# brother hl-2140 no driver for cup.



## ericbsd (Nov 24, 2009)

I only use windows for printing. but I will prefer printing With  FreeBSD. But I cant do that without the drivers. Do you have an idea? I use an brother-hl-2140.


----------



## SirDice (Nov 24, 2009)

Doesn't it support laserjet2?


----------



## roddierod (Nov 24, 2009)

You should be able to use CUPS. I'm using the HL-4040 via CUPS and it work fine. 

HL-2140


----------



## jnr (Nov 24, 2009)

Hmm, they don't seem to offer an official PPD for that model like they do for my HL-1850. If it's anything like mine, you'll also have to install the foomatic filters from Ports.


----------



## ericbsd (Nov 24, 2009)

OK thank my printer work.
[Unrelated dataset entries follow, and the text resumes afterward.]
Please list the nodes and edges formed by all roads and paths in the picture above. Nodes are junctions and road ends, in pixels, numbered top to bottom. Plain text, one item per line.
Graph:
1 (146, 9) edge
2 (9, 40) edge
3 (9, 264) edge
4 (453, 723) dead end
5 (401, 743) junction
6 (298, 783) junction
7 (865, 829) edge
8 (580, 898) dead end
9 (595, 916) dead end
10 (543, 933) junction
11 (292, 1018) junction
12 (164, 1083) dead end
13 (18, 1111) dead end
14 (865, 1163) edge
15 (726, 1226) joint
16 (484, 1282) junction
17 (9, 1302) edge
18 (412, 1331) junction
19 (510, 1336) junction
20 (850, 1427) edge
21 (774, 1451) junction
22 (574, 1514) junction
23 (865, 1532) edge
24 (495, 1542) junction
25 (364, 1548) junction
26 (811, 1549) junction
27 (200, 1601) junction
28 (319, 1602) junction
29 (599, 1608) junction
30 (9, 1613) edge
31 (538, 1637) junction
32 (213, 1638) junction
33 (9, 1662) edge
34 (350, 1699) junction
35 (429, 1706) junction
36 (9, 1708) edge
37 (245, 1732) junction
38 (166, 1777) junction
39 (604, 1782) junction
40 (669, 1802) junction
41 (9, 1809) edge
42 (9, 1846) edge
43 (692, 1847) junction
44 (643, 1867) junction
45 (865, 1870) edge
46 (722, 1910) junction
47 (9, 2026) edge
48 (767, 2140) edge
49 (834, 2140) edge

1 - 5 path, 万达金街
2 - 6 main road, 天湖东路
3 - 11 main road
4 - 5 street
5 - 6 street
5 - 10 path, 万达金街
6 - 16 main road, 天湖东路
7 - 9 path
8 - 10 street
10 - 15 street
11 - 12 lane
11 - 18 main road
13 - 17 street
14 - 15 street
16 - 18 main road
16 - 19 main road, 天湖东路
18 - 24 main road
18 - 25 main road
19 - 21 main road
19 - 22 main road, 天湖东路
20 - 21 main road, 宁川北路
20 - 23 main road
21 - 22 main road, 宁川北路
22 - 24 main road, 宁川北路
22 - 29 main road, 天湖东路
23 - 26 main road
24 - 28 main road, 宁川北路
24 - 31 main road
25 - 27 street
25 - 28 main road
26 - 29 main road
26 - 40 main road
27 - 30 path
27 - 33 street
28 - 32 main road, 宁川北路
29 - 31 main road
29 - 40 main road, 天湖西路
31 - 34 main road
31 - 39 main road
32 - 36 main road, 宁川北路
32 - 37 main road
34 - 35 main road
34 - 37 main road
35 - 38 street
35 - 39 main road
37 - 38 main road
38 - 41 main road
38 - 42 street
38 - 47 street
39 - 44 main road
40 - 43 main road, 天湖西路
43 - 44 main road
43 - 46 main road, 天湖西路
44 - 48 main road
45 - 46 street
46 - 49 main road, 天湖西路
But how i can print whit Firefox and they other apps?


----------



## jnr (Nov 24, 2009)

If you're running cupsd and are a member of the cups user group it should Just Work, to steal an Apple-ism.


----------



## ericbsd (Nov 24, 2009)

I only see: Print to File and Print to LPR
my root is in the cups group and dont see my printer on it.


----------



## ericbsd (Nov 24, 2009)

Could not launch 'Manage Printing'
Failed to execute child process "htmlview" (No such file or directory)

I usu gnome  by the way.


----------



## ericbsd (Nov 24, 2009)

ok all work great I follow this: http://freebsdwiki.net/index.php/CUPS
windows gonna die tonight bwahahahaha!!!!!!


----------



## rocky (Mar 28, 2010)

HOWTO install Brother HL 2140 on Freebsd 8: http://viettug.org/blogs/502


----------



## ericbsd (Mar 28, 2010)

it is a how to or a question.


----------



## rocky (Mar 31, 2010)

ericturgeon said:
			
		

> it is a how to or a question.



I am sorry... it's a HOWTO. In fact, I couldn't contact you (via irc) to learn your way. Finally, my friend showed me a .ppd and it worked

Below the steps from my blog (http://viettug.org/blogs/502).

Cheers,


```
To install brother HL 2140 on your freebsd8 system:

   1. Load ulpt module into your kernel (or rebuild kernel to support it)
   2. Rebuild CUPS 1.4.2 without libusb support (try make config from /usr/ports/print/cups-base). Remember to restart cups daemon.
   3. Install the following ports/packages: foomatic-db, foomatic-db-engine, foomatic-filters
   4. Generate a .ppd file that uses the hl1250: go to http://www.openprinting.org/driver/hl1250/ and select your model (HL 2140)
   5. Go to http://localhost:631/ to add your USB printer with that .ppd file
   6. Add user to the group cups by executing pw groupmod cups -m your_user_login
   7. Update /etc/rc.conf by adding cupsd_enable="YES"
   8. Update /etc/devfs.rules with the following contents. Then update /etc/rc.conf by adding devfs_system_ruleset="system"

# file: /etc/devfs.rules
[system=10]
add path 'unlpt*' mode 0660 group cups
add path 'ulpt*'  mode 0660 group cups
add path 'lpt*'   mode 0660 group cups
```


----------